But Paragraph 192 immediately narrows the shield. It excludes acquisitions by “the largest firm in the relevant market or a gatekeeper,” as defined by the Digital Markets Act. In practice, that means that the largest and most successful tech firms get no shield. They instead  face a distinct theory of harm—entrenchment—with no equivalent safe harbor and a clear tilt toward false positives (i.e., making acquisitions harder). 

The entrenchment theory (Paragraphs 252-256) sets a low bar. The Commission need only show that the acquirer is dominant in a “core market,” that the target operates in a “related” market—not necessarily horizontal or vertical—and that the target is “important to effectively compete.” There is no market-share floor or structural constraint. If the markets are “related” and the asset is “important,” entrenchment becomes plausible.

In digital ecosystems, that standard sweeps broadly.

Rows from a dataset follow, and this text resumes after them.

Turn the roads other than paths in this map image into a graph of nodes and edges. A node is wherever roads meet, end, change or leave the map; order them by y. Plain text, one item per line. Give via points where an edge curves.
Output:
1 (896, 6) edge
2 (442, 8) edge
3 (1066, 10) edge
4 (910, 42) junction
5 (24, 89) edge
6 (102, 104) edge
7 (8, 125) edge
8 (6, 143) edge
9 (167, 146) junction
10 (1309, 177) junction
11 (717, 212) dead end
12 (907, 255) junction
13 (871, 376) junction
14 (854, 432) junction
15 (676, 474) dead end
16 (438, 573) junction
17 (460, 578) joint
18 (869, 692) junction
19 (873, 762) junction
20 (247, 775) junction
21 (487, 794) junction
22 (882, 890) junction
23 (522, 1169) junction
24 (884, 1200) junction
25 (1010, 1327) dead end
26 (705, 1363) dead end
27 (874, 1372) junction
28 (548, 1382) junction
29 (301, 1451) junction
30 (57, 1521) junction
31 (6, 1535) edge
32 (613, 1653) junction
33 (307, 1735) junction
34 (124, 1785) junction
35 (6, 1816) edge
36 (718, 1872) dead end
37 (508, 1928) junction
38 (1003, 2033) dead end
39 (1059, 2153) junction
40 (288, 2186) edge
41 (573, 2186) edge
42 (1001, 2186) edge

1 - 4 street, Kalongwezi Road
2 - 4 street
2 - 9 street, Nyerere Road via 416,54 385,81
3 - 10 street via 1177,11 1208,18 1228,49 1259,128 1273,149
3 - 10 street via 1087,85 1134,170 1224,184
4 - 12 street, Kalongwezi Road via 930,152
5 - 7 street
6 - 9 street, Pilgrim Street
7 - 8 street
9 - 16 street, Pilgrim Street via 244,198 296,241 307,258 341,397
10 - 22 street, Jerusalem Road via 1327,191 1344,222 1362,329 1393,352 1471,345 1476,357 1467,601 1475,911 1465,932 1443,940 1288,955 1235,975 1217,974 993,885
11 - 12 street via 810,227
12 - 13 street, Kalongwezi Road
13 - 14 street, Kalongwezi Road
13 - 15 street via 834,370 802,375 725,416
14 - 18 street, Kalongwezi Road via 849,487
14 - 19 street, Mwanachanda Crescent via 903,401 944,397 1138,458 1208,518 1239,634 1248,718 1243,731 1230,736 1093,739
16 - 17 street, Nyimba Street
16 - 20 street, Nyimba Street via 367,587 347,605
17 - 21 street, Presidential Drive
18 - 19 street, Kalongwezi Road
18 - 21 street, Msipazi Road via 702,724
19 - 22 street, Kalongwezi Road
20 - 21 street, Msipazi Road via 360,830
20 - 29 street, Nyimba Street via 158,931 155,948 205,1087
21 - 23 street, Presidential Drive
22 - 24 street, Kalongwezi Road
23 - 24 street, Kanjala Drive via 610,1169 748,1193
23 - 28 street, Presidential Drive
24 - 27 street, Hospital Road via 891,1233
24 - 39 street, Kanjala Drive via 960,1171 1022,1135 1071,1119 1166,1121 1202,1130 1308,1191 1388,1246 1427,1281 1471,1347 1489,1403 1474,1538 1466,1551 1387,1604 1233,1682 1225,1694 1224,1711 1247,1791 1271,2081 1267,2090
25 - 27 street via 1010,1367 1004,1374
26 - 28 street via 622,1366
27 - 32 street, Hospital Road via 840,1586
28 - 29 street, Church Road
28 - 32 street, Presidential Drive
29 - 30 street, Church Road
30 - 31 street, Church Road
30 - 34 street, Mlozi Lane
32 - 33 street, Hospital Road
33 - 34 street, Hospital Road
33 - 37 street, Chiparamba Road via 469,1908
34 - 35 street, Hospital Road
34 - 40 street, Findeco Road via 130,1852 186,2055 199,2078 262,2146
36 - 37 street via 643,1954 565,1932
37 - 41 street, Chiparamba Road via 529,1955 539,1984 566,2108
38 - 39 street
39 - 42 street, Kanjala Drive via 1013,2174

It can capture almost any acquisition by a large platform. And if the target were not “important,” why acquire it in the first place? Smaller acquirers, by contrast, can invoke the innovation shield for the same transaction.

That asymmetry creates a basic economic problem: scale is secular. The efficiencies from acquisition—cost reduction, integrated R&D, capital deployment, access to complementary pipelines—do not depend on the acquirer’s nationality, size, or regulatory status under the DMA.

Mario Draghi’s report identified Europe’s lack of scale as a central competitiveness problem. The guidelines seem to translate that into a different directive: permit scale when it benefits European firms, restrict it otherwise. 

At points, the text says as much. Paragraph 13 states:

Mergers increasing the competitiveness of European industry, particularly in global markets, improving the conditions for growth and raising the standard of living in the Union are welcomed.

Other provisions reinforce the theme. Paragraph 15 outlines when scale-enhancing mergers may advance European competitiveness, but the categories are so broad and open-ended that they could justify almost any outcome in the name of “European competitiveness.”

It is far from clear that the Draghi report supports this reading. One could just as easily conclude the opposite. When a large U.S. technology firm acquires a European startup and integrates it into a global pipeline, that still generates scale. It still benefits European consumers. It still signals to venture-capital investors that exit options remain viable.

The counterfactual also does not hold up. Blocking a foreign acquisition does not mean a European buyer steps in or that the startup grows into a continental champion. Often, neither happens. The startup may fail to find a buyer at all, or it may settle for one with fewer resources and weaker integration capacity. In the worst case, it exits the market.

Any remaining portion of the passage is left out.